Corrosion is an electrochemical reaction that occurs in the usage environment of metal materials, resulting in a decrease or even complete damage to the metal’s properties and mechanical strength. The corrosion process can be roughly divided into two mechanisms: chemical corrosion and electrochemical corrosion. Let’s take a look together in this issue.
1、 Chemical corrosion
Chemical corrosion refers to the form of corrosion in which metal materials undergo direct chemical reactions with the surrounding medium and are consumed. Common chemical corrosion includes metal oxidation, sulfurization, halogenation, etc.
Iron absorbs oxygen in humid air and forms rust; Silver jewelry will produce black silver sulfide in a sulfur-containing air environment;
Aluminum materials will corrode and form aluminum chloride in chlorine containing media. This type of corrosion usually depends on the chemical activity of the metal itself and the type of medium in the corrosive environment.
Reactive alkali metals and alkaline earth metals are easily oxidized in air and water vapor;
Titanium materials have good corrosion resistance due to the formation of a stable oxide film on the surface.
2、 Electrochemical corrosion
Electrochemical corrosion refers to the process in which a metal undergoes an oxidation reaction and dissolves by releasing electrons into a solution. This requires the formation of a microbattery on the metal surface, which includes an electrolyte solution, an external circuit for electron flow, a cathode region, and an anode region.
For example, mixing different metal pipes in seawater can form corrosion cells at the connection due to potential differences, promoting corrosion. According to the conduction mode of current, it can be divided into uniform corrosion, pitting corrosion, crevice corrosion, and other forms.
Uniform corrosion stabilizes and dissolves the entire metal surface;
Pitting corrosion targets local active points such as impurities, resulting in small pits;
Gap corrosion occurs in the contact or interlayer area between two metals.

3、 Corrosion forms of air conditioning copper pipes
Copper heat exchange pipes in air conditioning systems can corrode during long-term operation due to internal fluids and usage environments, mainly manifested in the following forms:

1. Accumulation and corrosion
   Various dirt, rust, and other substances will accumulate on the inner wall of the pipeline, which will stimulate and intensify the corrosion reaction. For example, chlorine containing and sulfurizing substances react with copper to form water-soluble salts, reducing the corrosion potential of copper pipes and accelerating the corrosion process.
2. Flow rate corrosion
   The high-speed flowing medium increases the mechanical and chemical erosion of the pipe wall, such as the blowing erosion of high-pressure gas, or the dissolution and stress corrosion of high-speed liquids. Especially at the bend of the pipeline, it is more susceptible to erosion.
3. Sealed corrosion
   The residual moisture and other electrolytes in the pipeline can corrode the pipe wall due to their inability to be discharged in a sealed environment. This type of corrosion mainly occurs in old air conditioning systems at the end of their service life.

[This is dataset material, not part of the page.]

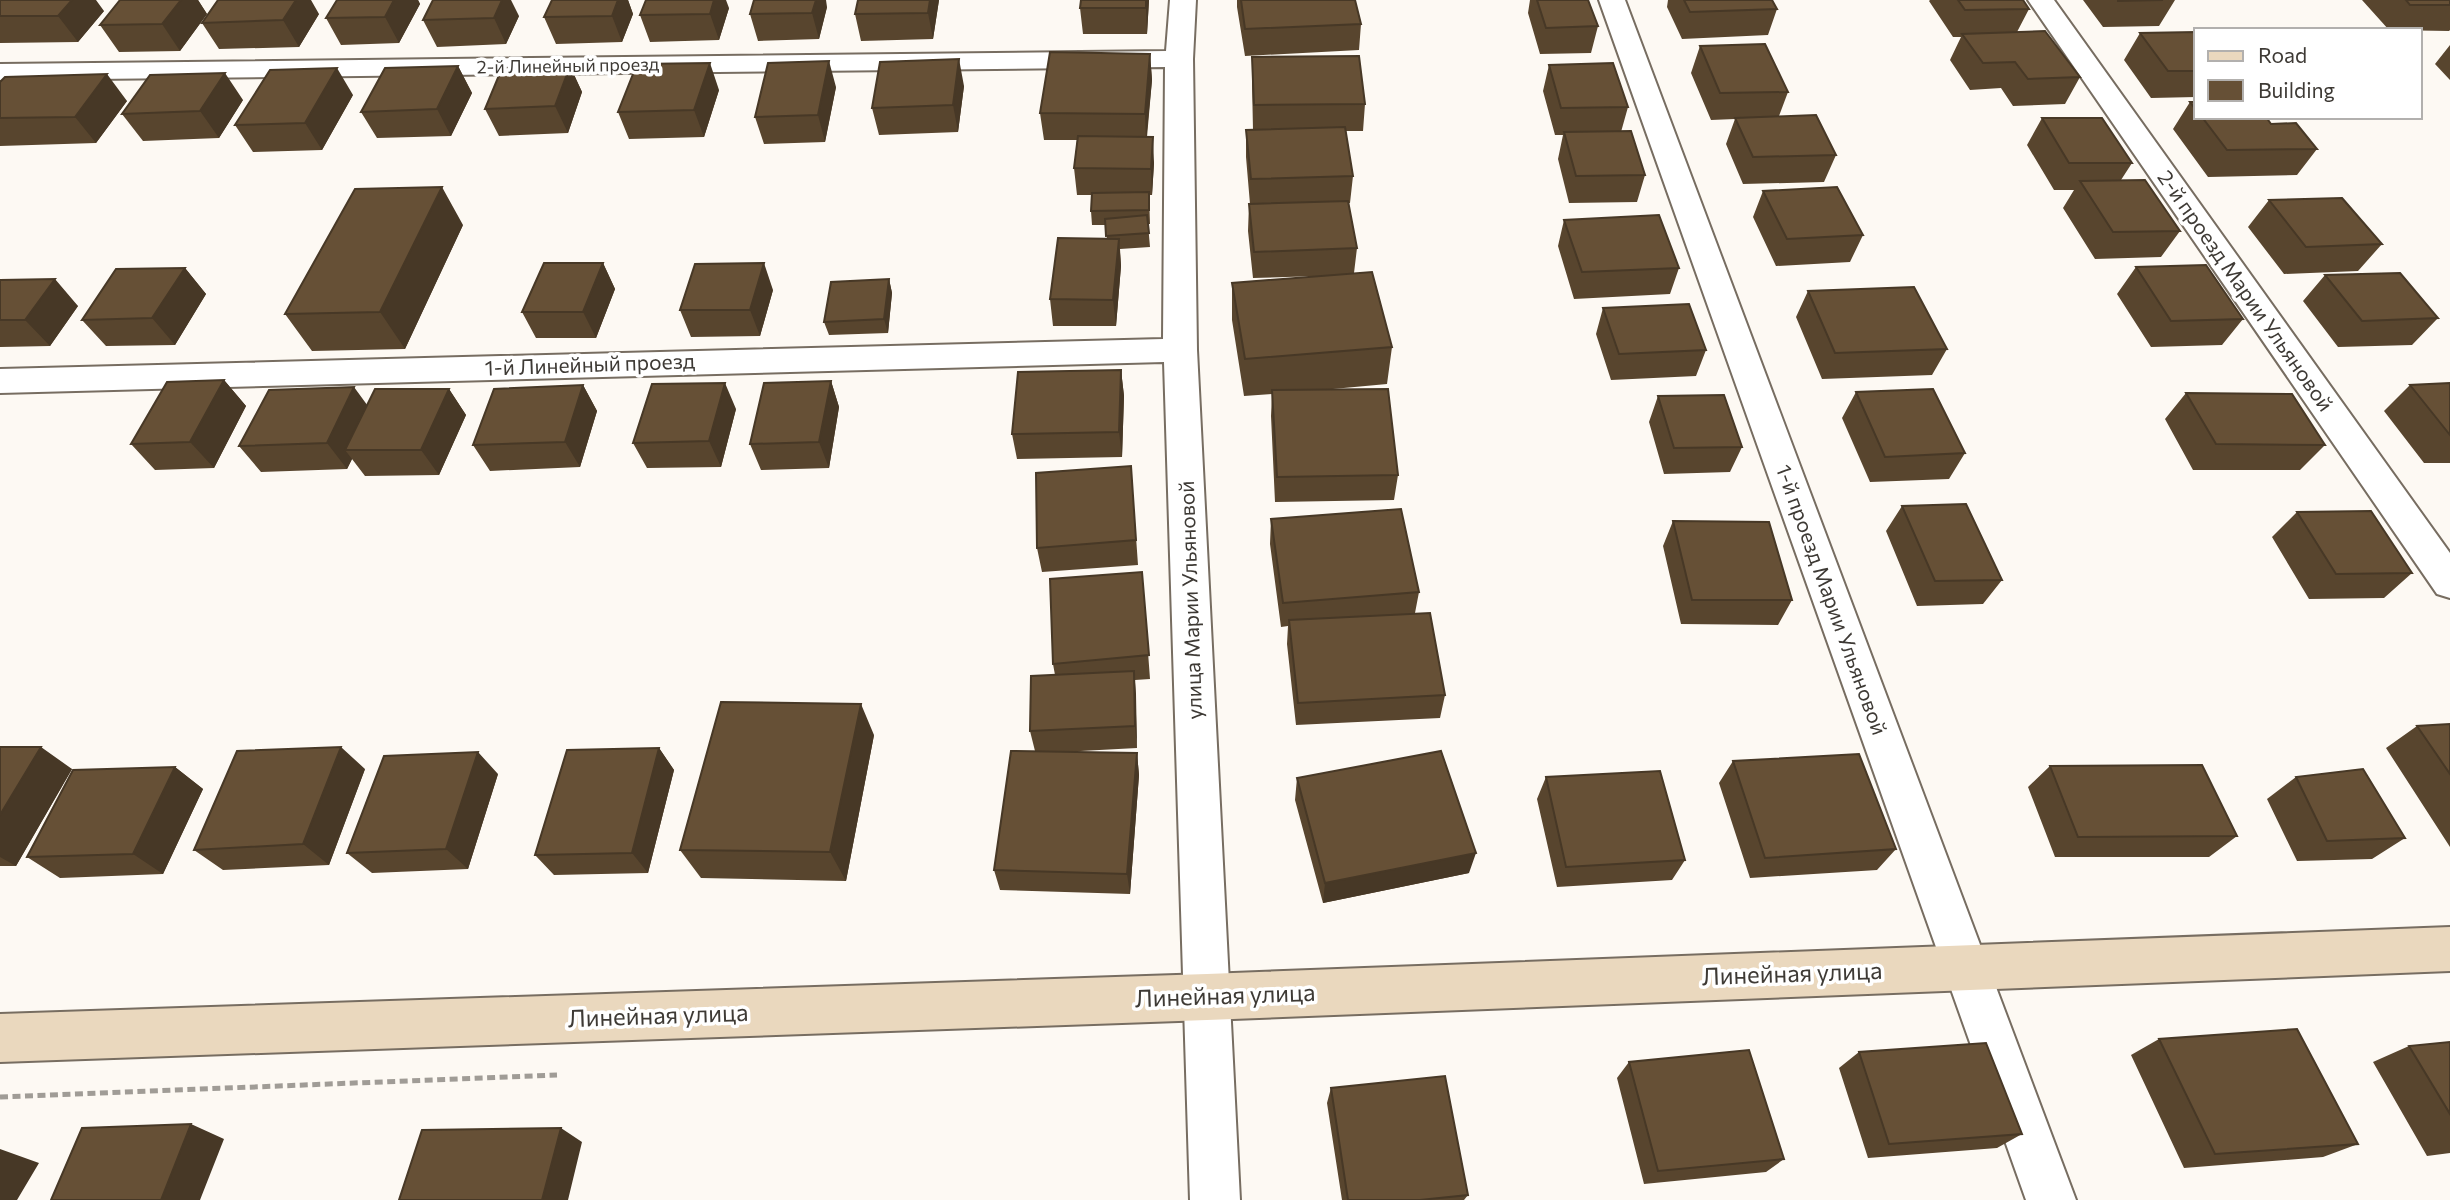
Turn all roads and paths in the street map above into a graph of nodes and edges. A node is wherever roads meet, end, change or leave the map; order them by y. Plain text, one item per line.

4. Stress corrosion cracking
   Stress concentration under external forces can also cause corrosion damage.
   4、 Countermeasures to slow down the corrosion of air conditioning copper pipes
   To minimize the corrosion problem of air conditioning copper pipes, the following measures can be taken:
5. In terms of pipeline structure design
   -Using fluid mechanical analysis methods to optimize pipeline structure, reduce fluid damage and stress concentration, and prevent local corrosion current.
   -Install filtering devices in areas prone to fouling and protective devices in vulnerable areas such as pipe bends.

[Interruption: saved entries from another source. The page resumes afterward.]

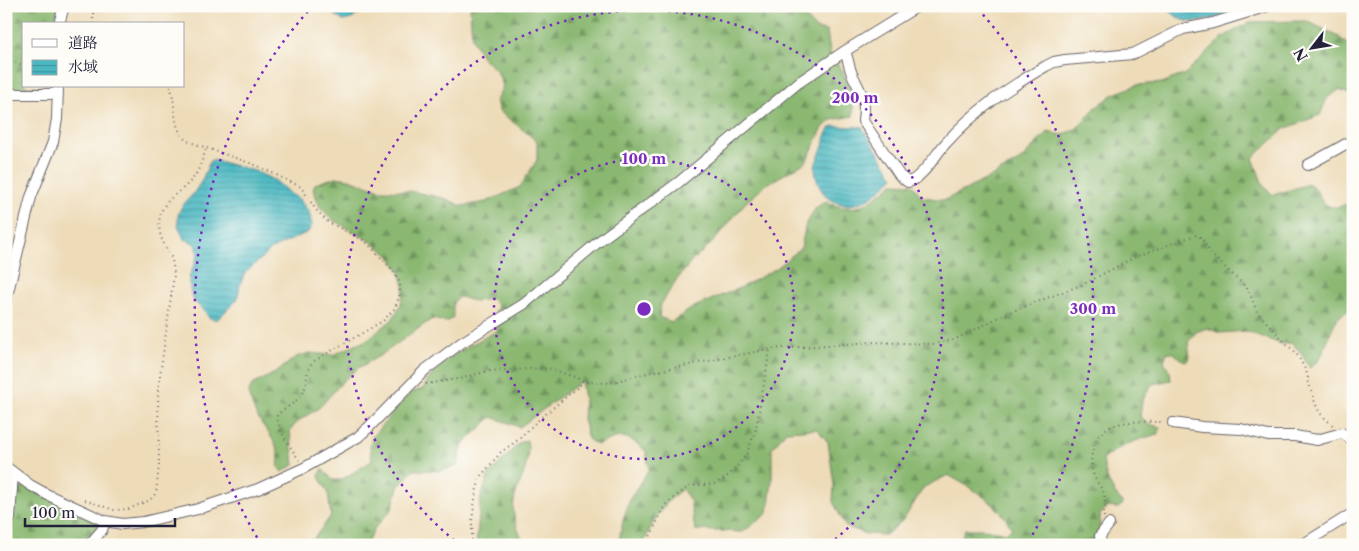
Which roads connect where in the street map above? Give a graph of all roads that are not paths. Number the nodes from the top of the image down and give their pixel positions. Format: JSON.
{"nodes":[{"id":1,"x":64,"y":6,"type":"edge"},
{"id":2,"x":918,"y":6,"type":"edge"},
{"id":3,"x":1268,"y":6,"type":"edge"},
{"id":4,"x":60,"y":22,"type":"edge"},
{"id":5,"x":845,"y":51,"type":"junction"},
{"id":6,"x":58,"y":90,"type":"edge"},
{"id":7,"x":6,"y":94,"type":"edge"},
{"id":8,"x":1353,"y":140,"type":"edge"},
{"id":9,"x":1308,"y":165,"type":"dead end"},
{"id":10,"x":6,"y":300,"type":"edge"},
{"id":11,"x":1173,"y":423,"type":"road end"},
{"id":12,"x":1353,"y":440,"type":"edge"},
{"id":13,"x":9,"y":470,"type":"edge"},
{"id":14,"x":1353,"y":513,"type":"edge"},
{"id":15,"x":105,"y":521,"type":"junction"},
{"id":16,"x":1109,"y":524,"type":"road end"},
{"id":17,"x":6,"y":529,"type":"edge"},
{"id":18,"x":89,"y":545,"type":"edge"},
{"id":19,"x":1100,"y":545,"type":"edge"},
{"id":20,"x":1302,"y":545,"type":"edge"}],
"edges":[{"from":1,"to":4,"type":"street"},
{"from":2,"to":5,"type":"street"},
{"from":3,"to":5,"type":"street"},
{"from":5,"to":15,"type":"street"},
{"from":6,"to":7,"type":"street"},
{"from":6,"to":10,"type":"street"},
{"from":8,"to":9,"type":"street"},
{"from":11,"to":12,"type":"street"},
{"from":13,"to":15,"type":"street"},
{"from":13,"to":17,"type":"street"},
{"from":14,"to":20,"type":"street"},
{"from":15,"to":18,"type":"street"},
{"from":16,"to":19,"type":"street"}]}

   -Design a pipeline structure that is easy to clean and install sufficient drainage and venting devices.
6. Material selection aspect
   -Choose materials with better corrosion resistance, such as quenched and age hardened copper materials.
   -Use special corrosion-resistant materials such as titanium alloy lining in areas prone to corrosion.
   -Use corrosion inhibitors to improve the corrosion potential of materials and enhance their corrosion resistance.
7. Process and maintenance aspects
   -Strictly control every step of manufacturing, installation, and maintenance to prevent the introduction of corrosive factors.
   -Regularly clean and remove scale from pipelines to reduce the accumulation of corrosive media.
   -Strengthen the sealing of pipelines, reduce the entry of corrosive media, and do a good job of dehumidification and adding desiccants.
8. In terms of technological innovation
   -Develop new corrosion-resistant coatings, such as microcrystalline wax coatings, to improve corrosion resistance.
   -Applying electrochemical detection technology to predict local corrosion trends and guide maintenance.
   -Develop advanced corrosion-resistant materials and structures to achieve corrosion-resistant design.
   -Utilize a digital monitoring system to monitor pipeline corrosion in real-time.
   In summary, comprehensive measures should be taken from multiple perspectives including structural optimization, material improvement, lean maintenance, and technological innovation to continuously improve the corrosion resistance of copper pipes, minimize the occurrence of corrosion problems, and ensure the long-term safe and reliable operation of air conditioning piping systems.